Mission Design for Multi-Target Jupiter System Exploration and Ring Sample Return Using Gravity Assists

This paper presents a trajectory design framework for a multi-target exploration mission within the Jovian system, incorporating the Gossamer ring sample return and Jovian moon exploration. First, the interplanetary transfer from Earth to Jupiter is analyzed using Tisserand diagrams to screen gravity assist sequences, with further optimization conducted via the MGA method. The EVEEJ (Earth-Venus-Earth-Earth-Jupiter) sequence is identified as the optimal transfer path. Next, the spacecraft crosses Jupiter's Gossamer ring twice during the close Jupiter flyby, enabling dust sample collection using aerogel-based capture technology. The main probe carrying the return capsule transfers into the Earth-bound trajectory using the JEEME (Jupiter-Earth-Earth-Mars-Earth) return sequence.
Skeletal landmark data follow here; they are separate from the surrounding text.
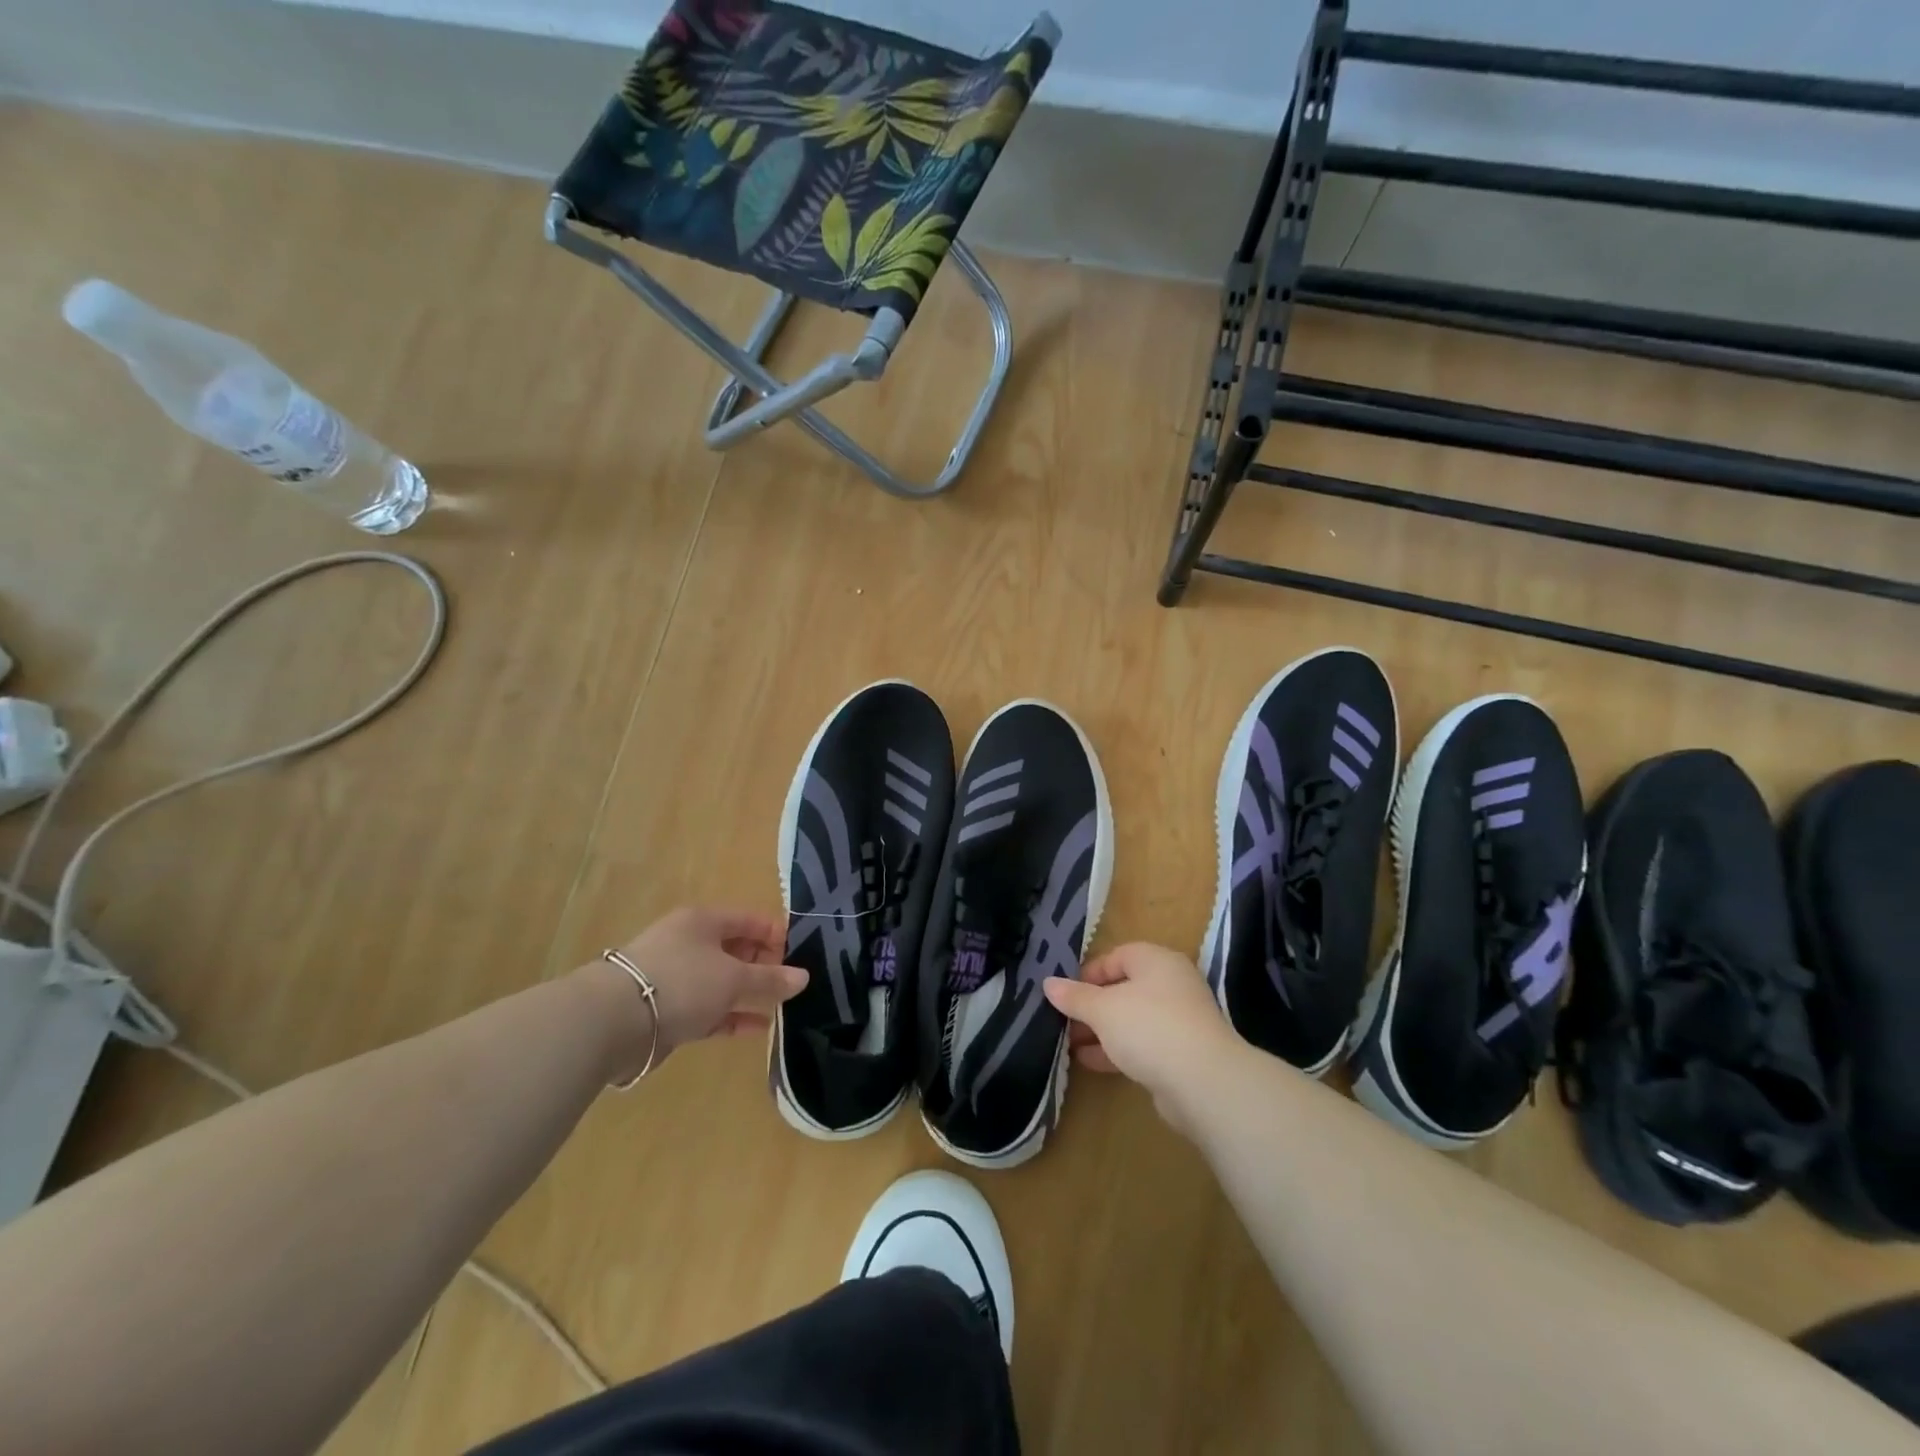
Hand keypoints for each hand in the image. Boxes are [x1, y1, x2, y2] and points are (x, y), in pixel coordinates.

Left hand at [586, 907, 807, 1081]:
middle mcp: (688, 943)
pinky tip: (758, 1028)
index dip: (776, 934)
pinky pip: (709, 1009)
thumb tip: (803, 977)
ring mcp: (675, 977)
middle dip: (763, 965)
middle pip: (735, 949)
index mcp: (703, 921)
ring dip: (748, 993)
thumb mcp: (734, 978)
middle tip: (790, 983)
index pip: (749, 920)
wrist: (613, 1022)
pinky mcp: (667, 1010)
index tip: (801, 954)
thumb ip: (770, 979)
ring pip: (721, 981)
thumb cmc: (681, 982)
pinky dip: (732, 1016)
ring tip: (780, 1006)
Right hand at [1043, 942, 1242, 1133]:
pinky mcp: (1182, 1053)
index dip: (1089, 973)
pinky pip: (1143, 1044)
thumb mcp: (1103, 1009)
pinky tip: (1090, 1062)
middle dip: (1092, 1006)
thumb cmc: (1149, 1027)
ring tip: (1070, 1044)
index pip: (1117, 956)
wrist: (1203, 1082)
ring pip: (1132, 1019)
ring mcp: (1180, 1020)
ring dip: (1102, 1030)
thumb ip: (1075, 997)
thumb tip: (1048, 983)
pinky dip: (1118, 1049)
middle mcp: (1172, 984)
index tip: (1066, 993)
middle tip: (1064, 1020)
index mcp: (1156, 961)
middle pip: (1124, 988)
Furthermore, a sub-probe is deployed in the Jovian system to conduct extended scientific investigations. An intra-Jupiter system exploration orbit is designed, including Jupiter capture, intra-system gravity assist transfers, and Callisto orbit insertion. The detailed mission profile is designed and analyzed. The sample return mission requires a total velocity increment of 0.3329 km/s with a duration of 14.8 years, and the total ΔV for the intra-system mission is 1.8212 km/s over 818 days, which is available based on the current spacecraft capability. The proposed scheme demonstrates a balanced approach between engineering feasibility and scientific value, offering a viable solution for complex outer planetary missions.